African-Americans living in an industrialized US city are more than twice as likely to develop Alzheimer disease and other dementias than are Africans living in Nigeria, according to a study published in the 14 February Journal of the American Medical Association.

The ten-year study, a collaborative effort of researchers from both countries, compared the incidence rates of Alzheimer disease (AD) and other dementias in people over age 65 in Indianapolis, Indiana, in the US, and in Ibadan, Nigeria. A baseline survey identified 2147 African-Americans in Indianapolis and 2459 Yoruba residents of Ibadan who did not have dementia. Follow-up studies at 2 and 5 years found that 2.52% of the African-Americans eventually developed AD, compared to only 1.15% of the Yoruba; overall, 3.24% of the African-Americans developed any formof dementia (including AD), compared to 1.35% of the Yoruba. The rates found among the African-Americans are in the ‘‘higher range of previously published’’ rates, while the rates found in the Yoruba are among the lowest, reported the study’s principal investigators, Dr Hugh C. Hendrie of the University of Indiana School of Medicine in the US and Dr Adesola Ogunniyi of the University of Ibadan.

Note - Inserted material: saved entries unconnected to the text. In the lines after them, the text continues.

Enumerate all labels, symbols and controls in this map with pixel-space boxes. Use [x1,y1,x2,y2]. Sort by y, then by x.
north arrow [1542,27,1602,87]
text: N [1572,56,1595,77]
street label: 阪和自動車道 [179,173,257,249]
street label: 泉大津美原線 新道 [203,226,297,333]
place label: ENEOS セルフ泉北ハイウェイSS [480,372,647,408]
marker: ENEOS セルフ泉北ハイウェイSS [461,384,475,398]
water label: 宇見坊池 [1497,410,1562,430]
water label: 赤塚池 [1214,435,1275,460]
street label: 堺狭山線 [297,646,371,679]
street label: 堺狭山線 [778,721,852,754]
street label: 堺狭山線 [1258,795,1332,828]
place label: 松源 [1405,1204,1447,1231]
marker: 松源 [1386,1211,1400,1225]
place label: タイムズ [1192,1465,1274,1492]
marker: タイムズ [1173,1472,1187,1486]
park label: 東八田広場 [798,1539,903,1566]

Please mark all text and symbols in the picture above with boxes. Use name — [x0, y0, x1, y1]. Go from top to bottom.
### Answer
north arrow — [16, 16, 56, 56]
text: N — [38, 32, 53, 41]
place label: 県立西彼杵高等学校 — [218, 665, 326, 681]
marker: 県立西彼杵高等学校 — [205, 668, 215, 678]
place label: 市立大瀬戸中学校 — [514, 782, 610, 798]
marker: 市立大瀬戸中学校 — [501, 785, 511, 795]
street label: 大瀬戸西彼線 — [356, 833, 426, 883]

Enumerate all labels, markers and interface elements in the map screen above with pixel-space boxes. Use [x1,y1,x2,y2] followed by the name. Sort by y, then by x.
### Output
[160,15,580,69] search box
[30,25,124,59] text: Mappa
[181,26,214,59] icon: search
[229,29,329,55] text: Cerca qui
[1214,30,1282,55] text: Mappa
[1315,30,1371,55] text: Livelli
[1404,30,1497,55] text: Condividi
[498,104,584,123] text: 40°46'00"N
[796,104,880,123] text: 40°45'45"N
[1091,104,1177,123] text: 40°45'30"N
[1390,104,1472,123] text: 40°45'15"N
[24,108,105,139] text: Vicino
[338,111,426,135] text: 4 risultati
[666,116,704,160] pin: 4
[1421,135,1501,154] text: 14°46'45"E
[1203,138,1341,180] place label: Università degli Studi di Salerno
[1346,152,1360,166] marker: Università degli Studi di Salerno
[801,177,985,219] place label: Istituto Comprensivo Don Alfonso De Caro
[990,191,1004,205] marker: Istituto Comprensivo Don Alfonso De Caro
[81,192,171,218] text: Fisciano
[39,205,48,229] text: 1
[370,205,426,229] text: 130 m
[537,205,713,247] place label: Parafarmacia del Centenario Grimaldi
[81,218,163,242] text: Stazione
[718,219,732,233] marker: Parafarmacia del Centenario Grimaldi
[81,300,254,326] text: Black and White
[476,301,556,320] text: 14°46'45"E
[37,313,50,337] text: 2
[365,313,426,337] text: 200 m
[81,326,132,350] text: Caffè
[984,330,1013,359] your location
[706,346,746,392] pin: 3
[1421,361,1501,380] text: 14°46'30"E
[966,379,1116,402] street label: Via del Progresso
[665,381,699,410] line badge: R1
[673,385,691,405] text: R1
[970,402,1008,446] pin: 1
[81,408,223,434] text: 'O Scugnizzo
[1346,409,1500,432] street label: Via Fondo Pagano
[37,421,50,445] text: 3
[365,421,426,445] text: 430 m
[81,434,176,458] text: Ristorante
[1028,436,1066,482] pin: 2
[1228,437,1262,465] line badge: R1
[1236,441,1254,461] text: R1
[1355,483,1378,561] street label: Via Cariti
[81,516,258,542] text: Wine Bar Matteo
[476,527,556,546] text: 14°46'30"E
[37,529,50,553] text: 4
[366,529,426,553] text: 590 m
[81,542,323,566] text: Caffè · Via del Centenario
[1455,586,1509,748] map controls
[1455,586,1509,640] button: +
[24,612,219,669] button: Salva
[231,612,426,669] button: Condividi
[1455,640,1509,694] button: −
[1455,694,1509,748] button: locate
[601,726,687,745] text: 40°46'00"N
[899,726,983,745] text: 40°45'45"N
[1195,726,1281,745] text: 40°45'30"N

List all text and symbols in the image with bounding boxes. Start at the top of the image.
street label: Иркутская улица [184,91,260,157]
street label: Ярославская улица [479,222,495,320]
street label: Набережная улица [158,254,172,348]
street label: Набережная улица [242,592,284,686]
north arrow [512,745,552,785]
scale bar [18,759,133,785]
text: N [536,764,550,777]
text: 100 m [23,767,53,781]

The researchers did not draw conclusions as to why the disease rates varied, but postulated two factors: genetics and lifestyle. They found that a gene (apolipoprotein E), known to raise the risk of Alzheimer disease, occurred with equal frequency in the two groups. However, ‘‘in the African-Americans the gene is definitely increasing the risk for Alzheimer disease, while in the Nigerian group it doesn’t seem to have an effect,’’ Dr Frederick W. Unverzagt, a co-author of the study, told the Bulletin. As for possible lifestyle influences, the study found that the Yoruba have a ‘‘much lower prevalence’’ of vascular risk factors — lower cholesterol levels and fewer cases of diabetes and hypertension — than the African-Americans.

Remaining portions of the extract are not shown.